The Asian powerhouse is often used as an excuse for inaction on net zero. Meanwhile, their push to renewables dwarfs “Bidenomics”.

By Jonny Ball

This article was originally written as a weekly newsletter for subscribers to the Green Transition. To subscribe click here.

As wildfires raged this week in the Algarve, and now in Hawaii, the UK naturally got stuck into a very healthy debate about a Greenpeace protest. Specifically, the question was asked, were the campaign group’s members right or wrong to drape the Prime Minister’s house in black tarpaulin in response to the granting of new North Sea oil and gas licences? It’s not for the Green Transition to judge – but the plot thickened when it was revealed that Labour’s candidate for Mid Bedfordshire had protested outside the Home Office with the climate activists while dressed as a zombie in a separate event last year (although this seems to have been little more than a lightly attended photo opportunity on a drizzly Westminster afternoon).

“Eco-zealot”, cried the Daily Mail, while Grant Shapps, the energy secretary – fresh from granting those oil and gas licences – called for Keir Starmer to “ban members of the eco-mob” from Labour’s candidate list. Meanwhile, the political commentator Iain Dale wondered aloud on Good Morning Britain “when we’ll see [Greenpeace] protest outside the Chinese embassy, because China is still building coal-fired power stations and nobody seems to mind”. And, in a similar vein, a Spectator column also bemoaned us talking “all the time” about “the enormously expensive goal of net zero” when we’re “not particularly bothered” about China’s carbon footprint.

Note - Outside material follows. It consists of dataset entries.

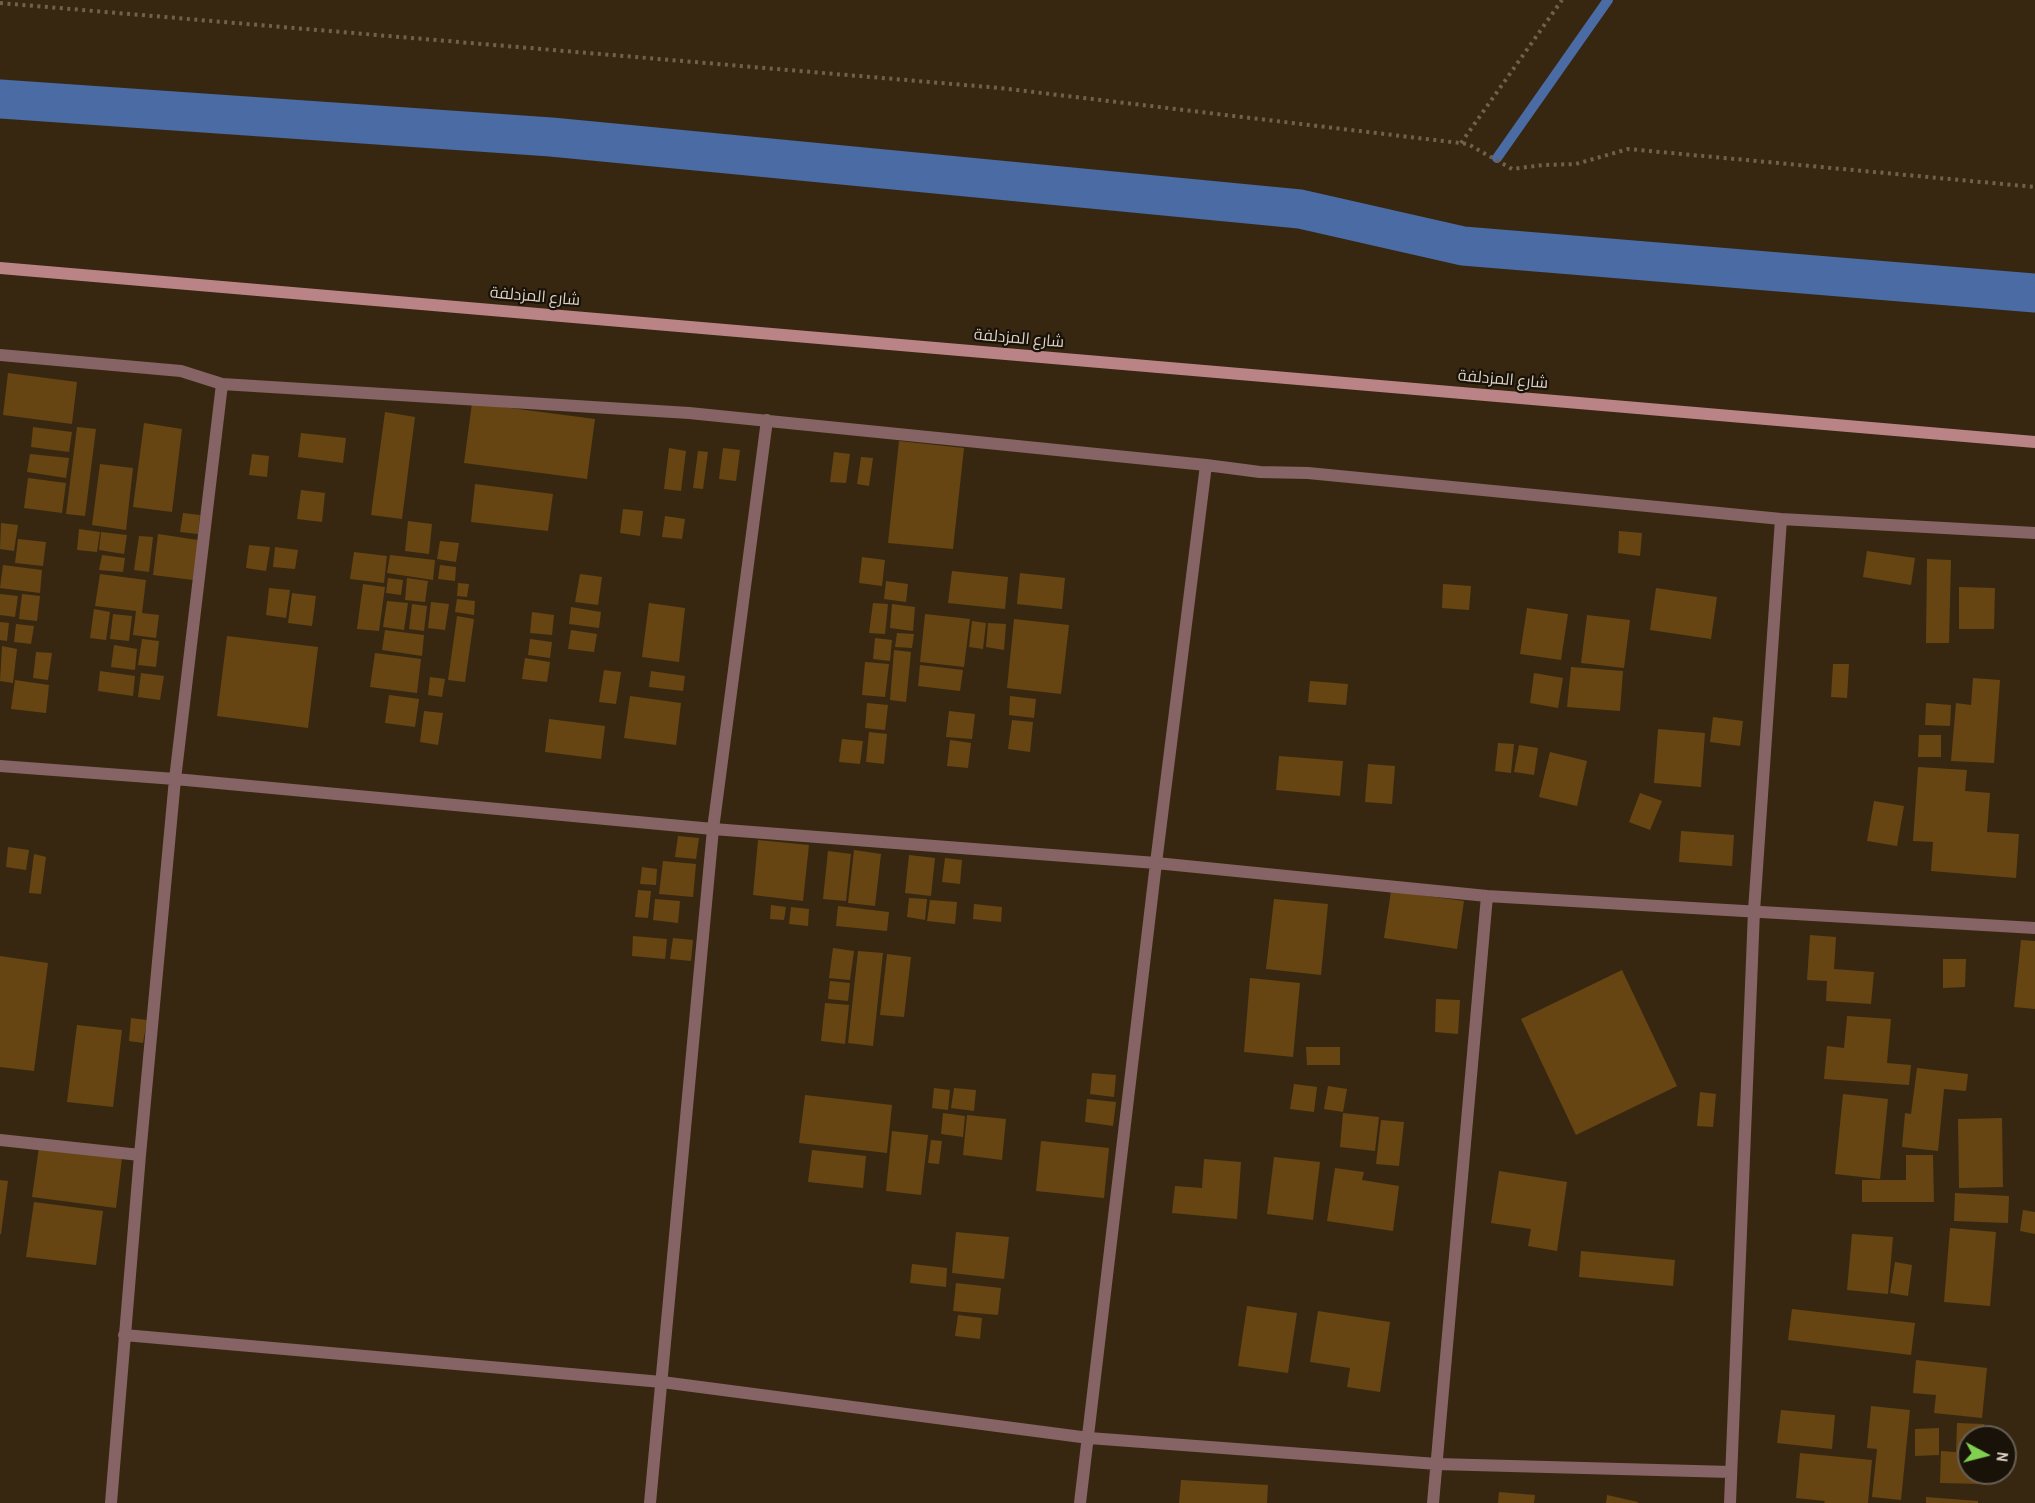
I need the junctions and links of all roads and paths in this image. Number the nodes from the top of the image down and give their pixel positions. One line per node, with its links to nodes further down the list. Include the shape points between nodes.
1 (1562, 0): 3 (path)
2 (0, 3): 3 (path, via 1000,88)
3 (1461, 143): 4 (path, via 1512,169 1576,164 1628,149)
4 (2035, 187)
5 (0, 268): 9 (street, شارع المزدلفة)
6 (0, 355): 7 (street, via 181,371)
7 (222, 384): 8 (street); 14 (street)
8 (767, 420): 10 (street); 15 (street)
9 (2035, 442)
10 (1206, 465): 11 (street); 16 (street)
11 (1781, 519): 12 (street); 18 (street)
12 (2035, 533)
13 (0, 766): 14 (street)
14 (175, 779): 15 (street); 21 (street)
15 (713, 829): 16 (street); 23 (street)
16 (1156, 863): 17 (street); 24 (street)
17 (1487, 896): 18 (street); 25 (street)
18 (1754, 911): 19 (street); 26 (street)
19 (2035, 928)
20 (0, 1140): 21 (street)
21 (140, 1155): 22 (street)
22 (124, 1335): 23 (street); 27 (street)
23 (662, 1382): 24 (street); 28 (street)
24 (1089, 1438): 25 (street); 29 (street)
25 (1437, 1464): 26 (street); 30 (street)
26 (1731, 1472): 31 (street)
27 (111, 1503)
28 (650, 1503)
29 (1080, 1503)
30 (1433, 1503)
31 (1730, 1503)

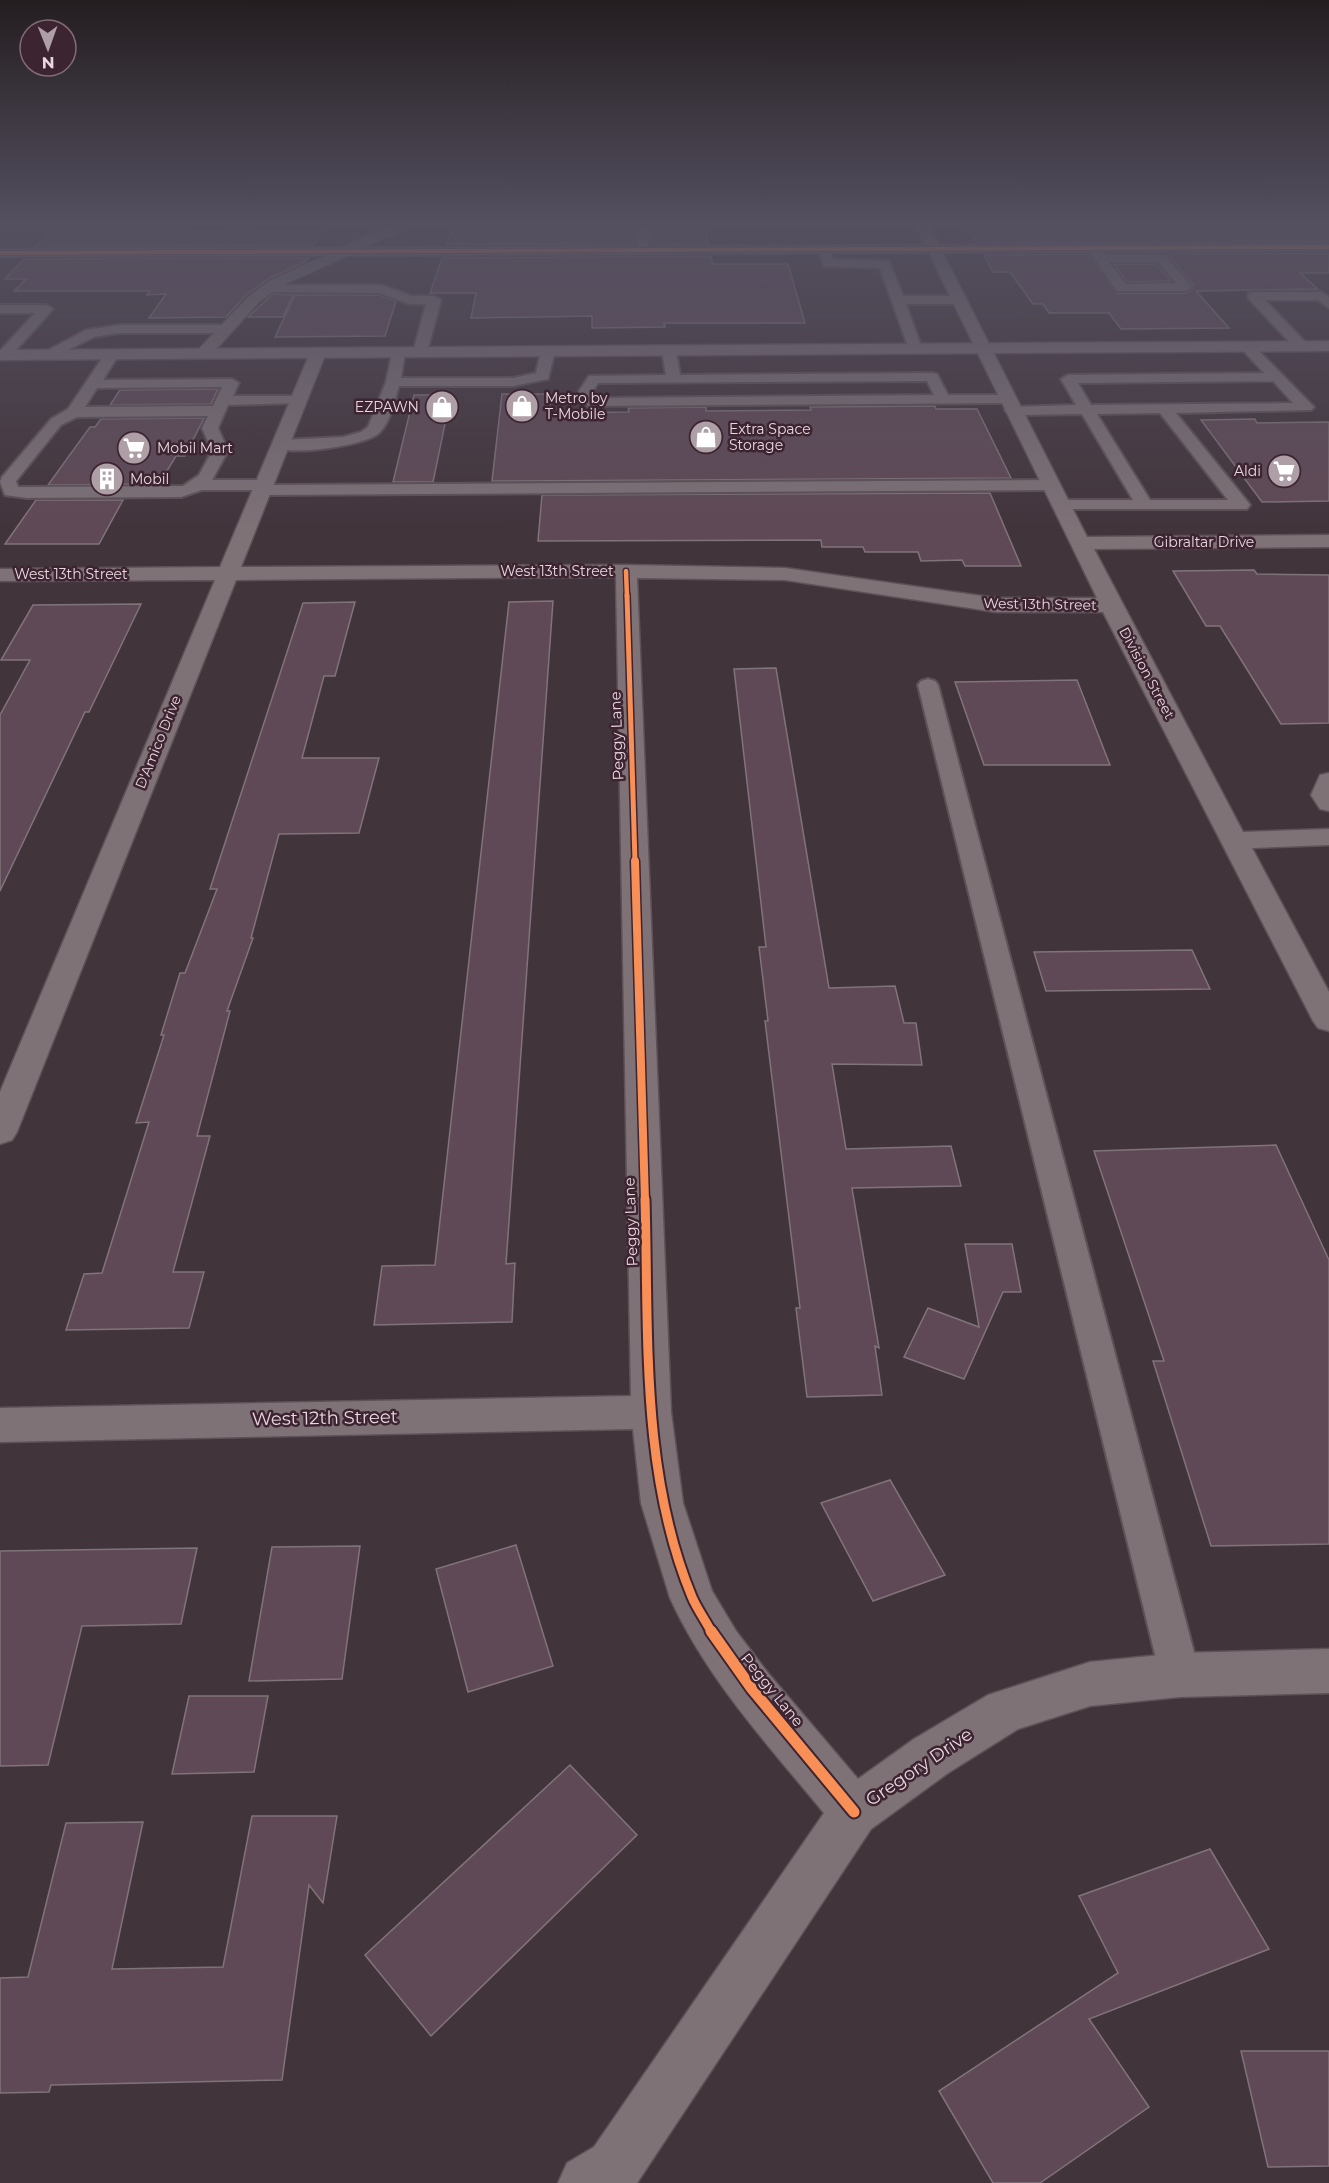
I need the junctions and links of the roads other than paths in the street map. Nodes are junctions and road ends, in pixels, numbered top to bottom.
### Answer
1 (29, 327) edge
2 (427, 327) edge
3 (907, 327) edge
4 (972, 327) edge
5 (1283, 327) edge
6 (226, 329) joint
7 (1301, 346) junction
8 (1329, 346) edge
9 (1247, 347) junction
10 (915, 349) junction
11 (982, 349) junction
12 (548, 351) junction
13 (669, 351) junction
14 (399, 352) junction
15 (420, 352) junction
16 (318, 353) junction
17 (112, 354) junction
18 (203, 354) junction
19 (2, 355) edge
20 (46, 355) junction
21 (1277, 377) junction
22 (674, 379) junction
23 (393, 382) junction
24 (92, 384) junction
25 (298, 399) junction
26 (943, 399) junction
27 (1010, 404) junction
28 (220, 406) junction
29 (1165, 409) junction
30 (1086, 410) junction
31 (74, 412) junction
32 (280, 445) junction
33 (201, 485) junction
34 (262, 488) junction
35 (1056, 495) junction
36 (1145, 505) junction
37 (1329, 541) edge
38 (1080, 543) junction
39 (626, 571) junction
40 (226, 573) junction
41 (0, 575) edge
42 (1111, 605) junction
43 (928, 685) dead end
44 (1329, 781) edge
45 (1329, 803) edge
46 (1329, 837) edge
47 (1235, 840) junction
48 (1329, 1021) edge
49 (0, 1132) edge
50 (651, 1412) junction
51 (0, 1425) edge
52 (1329, 1671) edge
53 (1180, 1675) junction
54 (854, 1812) junction
55 (587, 2183) edge

1 - 19 lane
2 - 15 lane
3 - 10 lane
4 - 11 street, Division Street
5 - 7 lane
6 - 18 street
6 - 20 lane
7 - 8 main road
7 - 9 main road
9 - 11 main road
9 - 21 lane
10 - 11 main road
10 - 13 main road
11 - 27 street, Division Street
12 - 13 main road
12 - 15 main road
12 - 23 lane
13 - 22 lane
14 - 15 main road
14 - 16 main road
14 - 23 lane
16 - 18 main road
16 - 25 street, D'Amico Drive
17 - 18 main road
17 - 20 main road
17 - 24 lane
19 - 20 main road
21 - 29 lane
21 - 30 lane
22 - 26 lane
22 - 26 lane
23 - 32 lane
24 - 28 lane
24 - 31 lane
25 - 28 lane
25 - 32 street, D'Amico Drive
26 - 27 lane
27 - 30 lane
27 - 35 street, Division Street
28 - 31 lane
28 - 33 lane
29 - 30 lane
29 - 36 lane
30 - 36 lane
31 - 33 lane
32 - 34 street, D'Amico Drive
33 - 34 lane
34 - 35 lane
34 - 40 street, D'Amico Drive
35 - 36 lane
35 - 38 street, Division Street
37 - 38 street, Gibraltar Drive
38 - 42 street, Division Street
39 - 40 street, West 13th Street
39 - 42 street, West 13th Street
39 - 50 street, Peggy Lane
40 - 41 street, West 13th Street
40 - 49 street, D'Amico Drive
42 - 47 street, Division Street
43 - 53 lane
44 - 45 street
46 - 47 street
47 - 48 street, Division Street
50 - 51 street, West 12th Street
50 - 54 street, Peggy Lane
52 - 53 street, Gregory Drive
53 - 54 street, Gregory Drive
54 - 55 street, Gregory Drive

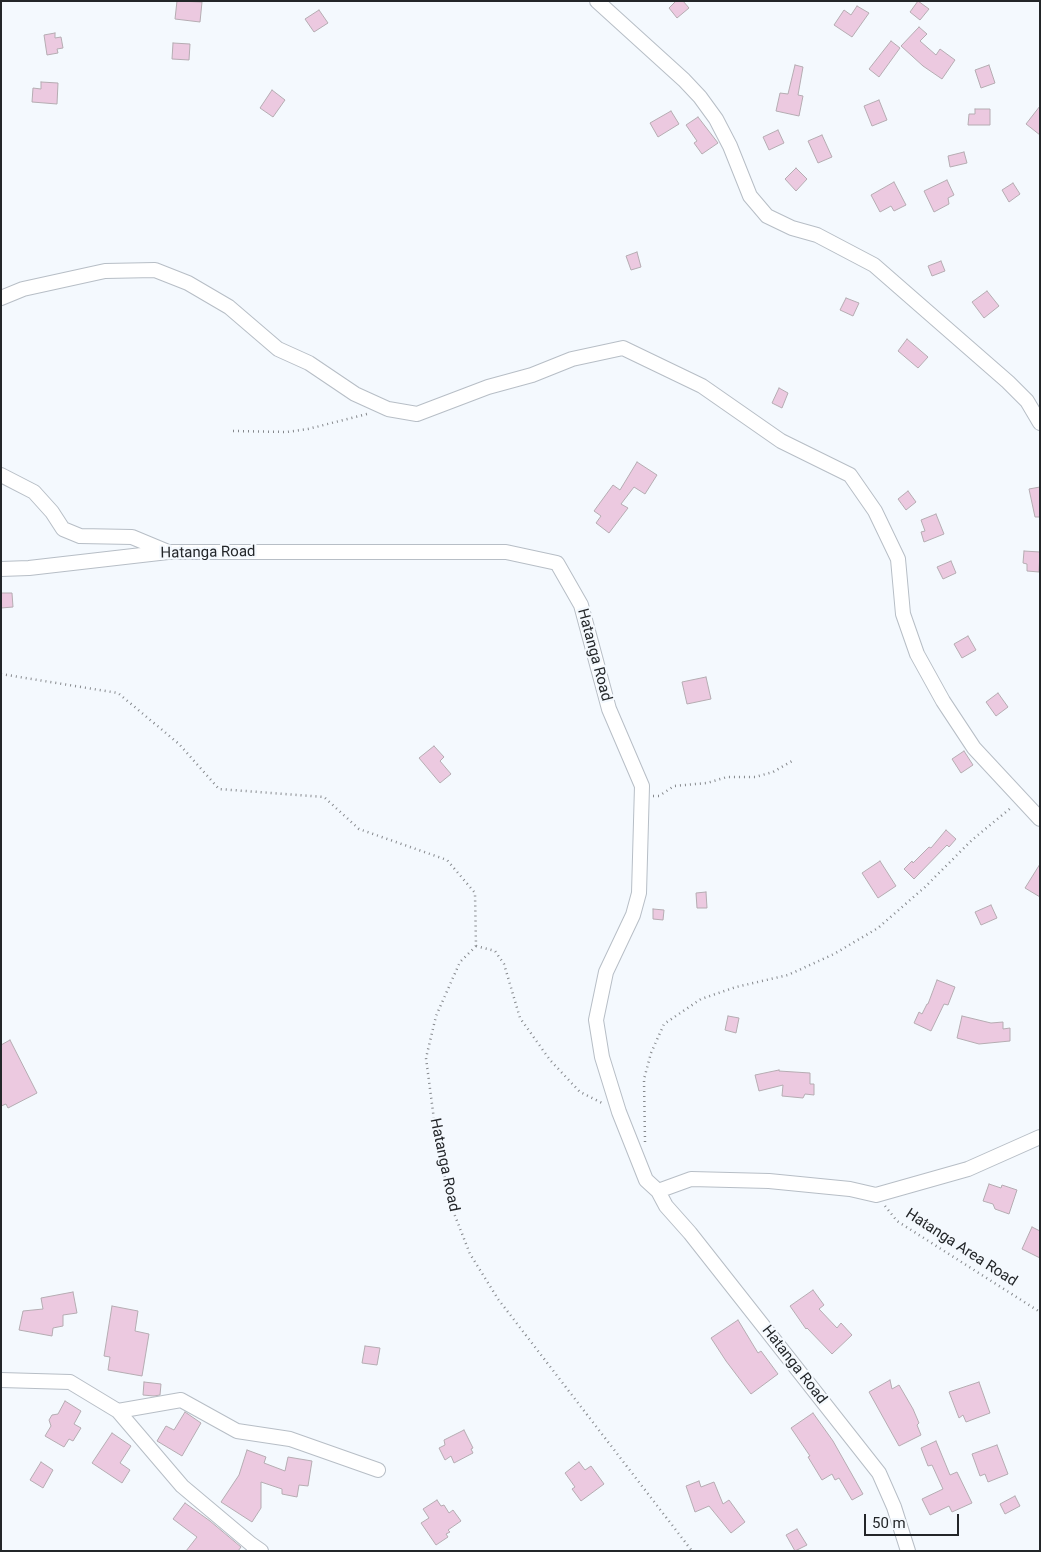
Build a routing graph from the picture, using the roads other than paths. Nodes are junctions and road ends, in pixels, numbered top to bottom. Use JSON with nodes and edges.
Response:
{"nodes":[{"id":1,"x":596,"y":1,"type":"edge"},
{"id":2,"x":1,"y":298,"type":"edge"},
{"id":3,"x":1040,"y":423,"type":"edge"},
{"id":4,"x":1,"y":475,"type":"edge"},
{"id":5,"x":168,"y":552,"type":"junction"},
{"id":6,"x":1,"y":569,"type":"edge"},
{"id":7,"x":1040,"y":819,"type":"edge"},
{"id":8,"x":1040,"y":1137,"type":"edge"},
{"id":9,"x":658,"y":1191,"type":"junction"},
{"id":10,"x":1,"y":1380,"type":"edge"},
{"id":11,"x":118,"y":1411,"type":"junction"},
{"id":12,"x":378,"y":1470,"type":"dead end"},
{"id":13,"x":261,"y":1551,"type":"edge"},
{"id":14,"x":908,"y":1551,"type":"edge"}],
"edges":[{"from":1,"to":3,"type":"street"},
{"from":2,"to":7,"type":"street"},
{"from":4,"to":5,"type":"street"},
{"from":5,"to":6,"type":"street","name":"Hatanga Road"},
{"from":5,"to":9,"type":"street","name":"Hatanga Road"},
{"from":8,"to":9,"type":"street"},
{"from":9,"to":14,"type":"street","name":"Hatanga Road"},
{"from":10,"to":11,"type":"street"},
{"from":11,"to":12,"type":"street"},
{"from":11,"to":13,"type":"street"}]}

But are they right? Are environmentalists targeting their righteous indignation in the wrong place? The UK has, after all, made more progress in reducing its greenhouse gas emissions than many of its OECD competitors, while China has become the world’s biggest polluter. Indeed, one Tony Blair told the New Statesman last month that “one year’s rise in China’s emissions would outscore the whole of Britain’s emissions for a year” (although he did caveat this by saying this shouldn’t be used as an excuse for inaction).

China emits more carbon dioxide than any other country. But, funnily enough, China also happens to have a lot of people. Its total carbon footprint has grown exponentially in recent years, mostly fired by the dirtiest of fuels (coal), as the country has been transformed from a poor, mainly agrarian economy to the world’s primary exporter of manufactured goods. The Chinese government defends its reliance on coal by claiming that the country is still at an early stage of its development, compared with the advanced economies of the Global North.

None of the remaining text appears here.